Try it |
What you hand back must match the records word for word, with no pictures.

Exercise data |
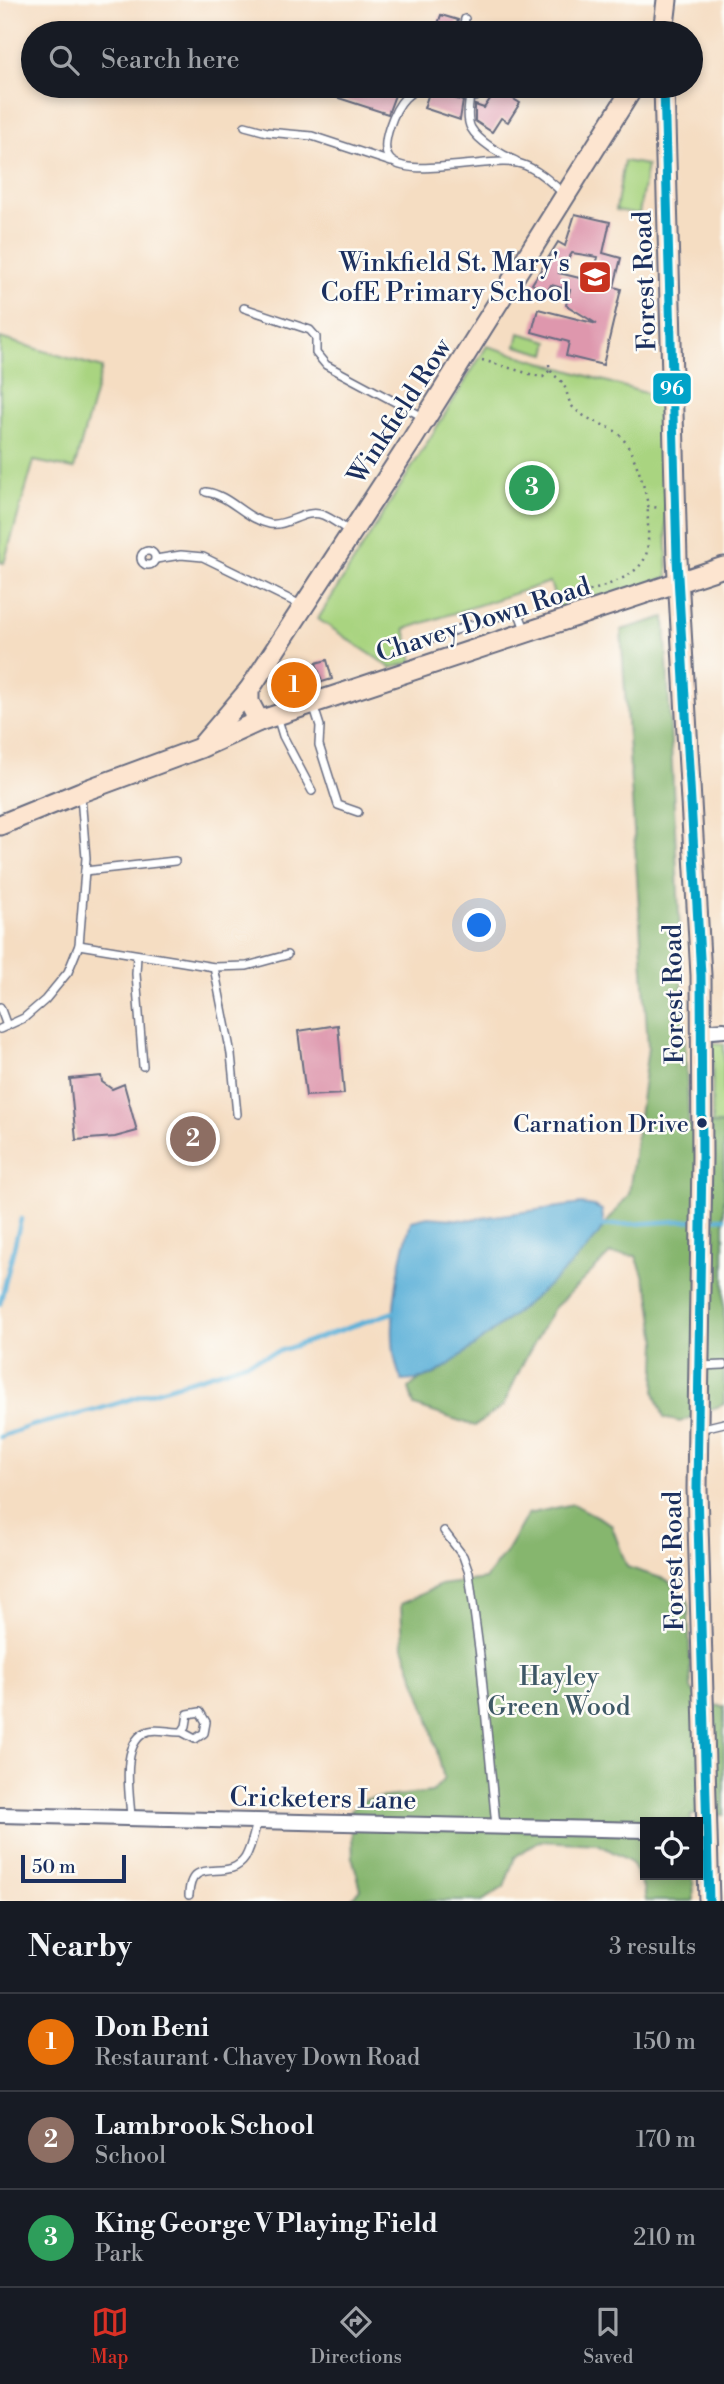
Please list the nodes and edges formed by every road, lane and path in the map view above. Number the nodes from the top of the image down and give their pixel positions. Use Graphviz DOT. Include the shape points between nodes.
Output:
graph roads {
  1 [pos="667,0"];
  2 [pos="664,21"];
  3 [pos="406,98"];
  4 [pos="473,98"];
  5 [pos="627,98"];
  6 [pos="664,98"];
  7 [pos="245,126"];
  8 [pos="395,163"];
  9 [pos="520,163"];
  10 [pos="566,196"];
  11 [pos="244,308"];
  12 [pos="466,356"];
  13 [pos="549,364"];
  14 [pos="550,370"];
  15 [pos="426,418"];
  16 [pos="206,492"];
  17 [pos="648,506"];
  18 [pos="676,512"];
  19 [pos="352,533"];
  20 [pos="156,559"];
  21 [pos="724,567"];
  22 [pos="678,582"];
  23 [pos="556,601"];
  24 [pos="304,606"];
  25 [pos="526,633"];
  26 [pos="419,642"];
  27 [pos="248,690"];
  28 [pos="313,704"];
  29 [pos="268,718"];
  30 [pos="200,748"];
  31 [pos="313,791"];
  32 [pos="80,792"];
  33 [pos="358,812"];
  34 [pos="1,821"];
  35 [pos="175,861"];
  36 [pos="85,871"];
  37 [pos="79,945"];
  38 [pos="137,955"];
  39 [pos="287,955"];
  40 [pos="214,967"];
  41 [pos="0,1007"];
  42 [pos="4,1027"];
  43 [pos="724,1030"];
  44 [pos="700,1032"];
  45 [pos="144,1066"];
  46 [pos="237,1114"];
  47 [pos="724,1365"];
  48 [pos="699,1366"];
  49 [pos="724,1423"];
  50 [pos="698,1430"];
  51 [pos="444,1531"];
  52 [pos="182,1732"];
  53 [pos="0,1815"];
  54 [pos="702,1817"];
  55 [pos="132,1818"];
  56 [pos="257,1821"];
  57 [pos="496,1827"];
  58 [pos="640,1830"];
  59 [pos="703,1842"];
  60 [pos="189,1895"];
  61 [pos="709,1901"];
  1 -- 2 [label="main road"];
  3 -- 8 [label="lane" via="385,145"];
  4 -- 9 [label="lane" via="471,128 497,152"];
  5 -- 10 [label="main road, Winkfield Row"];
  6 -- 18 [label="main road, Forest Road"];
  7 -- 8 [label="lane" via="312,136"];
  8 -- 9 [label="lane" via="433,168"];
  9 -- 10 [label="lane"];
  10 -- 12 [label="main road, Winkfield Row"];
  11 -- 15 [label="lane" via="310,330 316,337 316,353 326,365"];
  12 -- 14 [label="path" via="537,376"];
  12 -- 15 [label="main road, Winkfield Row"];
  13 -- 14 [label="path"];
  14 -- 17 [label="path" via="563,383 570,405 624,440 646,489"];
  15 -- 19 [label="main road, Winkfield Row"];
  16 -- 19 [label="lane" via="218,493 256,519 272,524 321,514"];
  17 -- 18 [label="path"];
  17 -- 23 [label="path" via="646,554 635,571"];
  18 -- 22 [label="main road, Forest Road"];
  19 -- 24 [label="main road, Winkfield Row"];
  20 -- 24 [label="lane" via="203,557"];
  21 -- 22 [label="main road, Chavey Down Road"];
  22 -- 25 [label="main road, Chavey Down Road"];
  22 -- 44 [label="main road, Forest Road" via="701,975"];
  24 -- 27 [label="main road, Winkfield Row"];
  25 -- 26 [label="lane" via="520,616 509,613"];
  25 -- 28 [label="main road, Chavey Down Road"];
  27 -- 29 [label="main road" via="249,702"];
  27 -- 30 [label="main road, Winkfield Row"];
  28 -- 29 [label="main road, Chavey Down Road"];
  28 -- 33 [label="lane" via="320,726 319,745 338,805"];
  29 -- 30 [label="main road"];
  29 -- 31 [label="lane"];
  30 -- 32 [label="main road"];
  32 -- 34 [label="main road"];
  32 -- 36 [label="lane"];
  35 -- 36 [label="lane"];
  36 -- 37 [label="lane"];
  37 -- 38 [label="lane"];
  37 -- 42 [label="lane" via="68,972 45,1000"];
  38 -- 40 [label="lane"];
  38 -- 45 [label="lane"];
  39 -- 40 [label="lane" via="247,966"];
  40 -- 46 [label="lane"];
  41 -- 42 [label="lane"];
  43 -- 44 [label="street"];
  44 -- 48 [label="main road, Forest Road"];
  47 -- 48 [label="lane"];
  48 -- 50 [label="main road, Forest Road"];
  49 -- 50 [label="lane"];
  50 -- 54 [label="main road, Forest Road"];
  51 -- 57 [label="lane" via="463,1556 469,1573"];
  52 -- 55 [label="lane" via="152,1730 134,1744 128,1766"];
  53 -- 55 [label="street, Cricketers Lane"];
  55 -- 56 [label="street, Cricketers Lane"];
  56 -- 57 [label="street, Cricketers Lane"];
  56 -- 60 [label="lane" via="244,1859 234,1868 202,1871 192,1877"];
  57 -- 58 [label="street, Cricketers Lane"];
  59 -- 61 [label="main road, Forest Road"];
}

Exercise answer |
Please list the nodes and edges formed by every road, lane and path in the map view above. Number the nodes from the top of the image down and give their pixel positions. Use Graphviz DOT. Include the shape points between nodes.
Output:
graph roads {
  1 [pos="667,0"];
  2 [pos="664,21"];
  3 [pos="406,98"];
  4 [pos="473,98"];
  5 [pos="627,98"];
  6 [pos="664,98"];
  7 [pos="245,126"];
  8 [pos="395,163"];
  9 [pos="520,163"];
  10 [pos="566,196"];
  11 [pos="244,308"];
  12 [pos="466,356"];
  13 [pos="549,364"];
  14 [pos="550,370"];
  15 [pos="426,418"];
  16 [pos="206,492"];
  17 [pos="648,506"];
  18 [pos="676,512"];
  19 [pos="352,533"];
  20 [pos="156,559"];
  21 [pos="724,567"];
  22 [pos="678,582"];
  23 [pos="556,601"];
  24 [pos="304,606"];
  25 [pos="526,633"];
  26 [pos="419,642"];
  27 [pos="248,690"];
  28 [pos="313,704"];
  29 [pos="268,718"];
  30 [pos="200,748"];
  31 [pos="313,791"];
  32 [pos="80,792"];
  33 [pos="358,812"];
  34 [pos="1,821"];
  35 [pos="175,861"];
  36 [pos="85,871"];
  37 [pos="79,945"];
  38 [pos="137,955"];
  39 [pos="287,955"];
  40 [pos="214,967"];
  41 [pos="0,1007"];
  42 [pos="4,1027"];
  43 [pos="724,1030"];
  44 [pos="700,1032"];
  45 [pos="144,1066"];
  46 [pos="237,1114"];
  47 [pos="724,1365"];
  48 [pos="699,1366"];
  49 [pos="724,1423"];
  50 [pos="698,1430"];
  51 [pos="444,1531"];
  52 [pos="182,1732"];
  53 [pos="0,1815"];
  54 [pos="702,1817"];
  55 [pos="132,1818"];
  56 [pos="257,1821"];
  57 [pos="496,1827"];
  58 [pos="640,1830"];
  59 [pos="703,1842"];
  60 [pos="189,1895"];
  61 [pos="709,1901"];
  1 -- 2 [label="main road"];
  3 -- 8 [label="lane" via="385,145"];
  4 -- 9 [label="lane" via="471,128 497,152"];
  5 -- 10 [label="main road, Winkfield Row"];
  6 -- 18 [label="main road, Forest Road"];
  7 -- 8 [label="lane" via="312,136"];
  8 -- 9 [label="lane" via="433,168"];
  9 -- 10 [label="lane"];
  10 -- 12 [label="main road, Winkfield Row"];
  11 -- 15 [label="lane" via="310,330 316,337 316,353 326,365"];
  12 -- 14 [label="path" via="537,376"];
  12 -- 15 [label="main road, Winkfield Row"];
  13 -- 14 [label="path"];
  14 -- 17 [label="path" via="563,383 570,405 624,440 646,489"];
  15 -- 19 [label="main road, Winkfield Row"];
  16 -- 19 [label="lane" via="218,493 256,519 272,524 321,514"];
  17 -- 18 [label="path"];
  17 -- 23 [label="path" via="646,554 635,571"];
  18 -- 22 [label="main road, Forest Road"];
  19 -- 24 [label="main road, Winkfield Row"];
  20 -- 24 [label="lane" via="203,557"];
  21 -- 22 [label="main road, Chavey Down Road"];
  22 -- 25 [label="main road, Chavey Down Road"];
  22 -- 44 [label="main road, Forest Road" via="701,975"];
  24 -- 27 [label="main road, Winkfield Row"];
  25 -- 26 [label="lane" via="520,616 509,613"];
  25 -- 28 [label="main road, Chavey Down Road"];
  27 -- 29 [label="main road" via="249,702"];
  27 -- 30 [label="main road, Winkfield Row"];
  28 -- 29 [label="main road, Chavey Down Road"];
  28 -- 33 [label="lane" via="320,726 319,745 338,805"];
  29 -- 30 [label="main road"];
  29 -- 31 [label="lane"];
  30 -- 32 [label="main road"];
  32 -- 34 [label="main road"];
  32 -- 36 [label="lane"];
  35 -- 36 [label="lane"];
  36 -- 37 [label="lane"];
  37 -- 38 [label="lane"];
  37 -- 42 [label="lane" via="68,972 45,1000"];
  38 -- 40 [label="lane"];
  38 -- 45 [label="lane"];
  39 -- 40 [label="lane" via="247,966"];
  40 -- 46 [label="lane"];
  41 -- 42 [label="lane"];
  43 -- 44 [label="street"];
  44 -- 48 [label="main road, Forest Road"];
  47 -- 48 [label="lane"];
  48 -- 50 [label="main road, Forest Road"];
  49 -- 50 [label="lane"];
  50 -- 54 [label="main road, Forest Road"];
  51 -- 57 [label="lane" via="463,1556 469,1573"];
  52 -- 55 [label="lane" via="152,1730 134,1744 128,1766"];
  53 -- 55 [label="street, Cricketers Lane"];
  55 -- 56 [label="street, Cricketers Lane"];
  56 -- 57 [label="street, Cricketers Lane"];
  56 -- 60 [label="lane" via="244,1859 234,1868 202,1871 192,1877"];
  57 -- 58 [label="street, Cricketers Lane"];
  59 -- 61 [label="main road, Forest Road"];
}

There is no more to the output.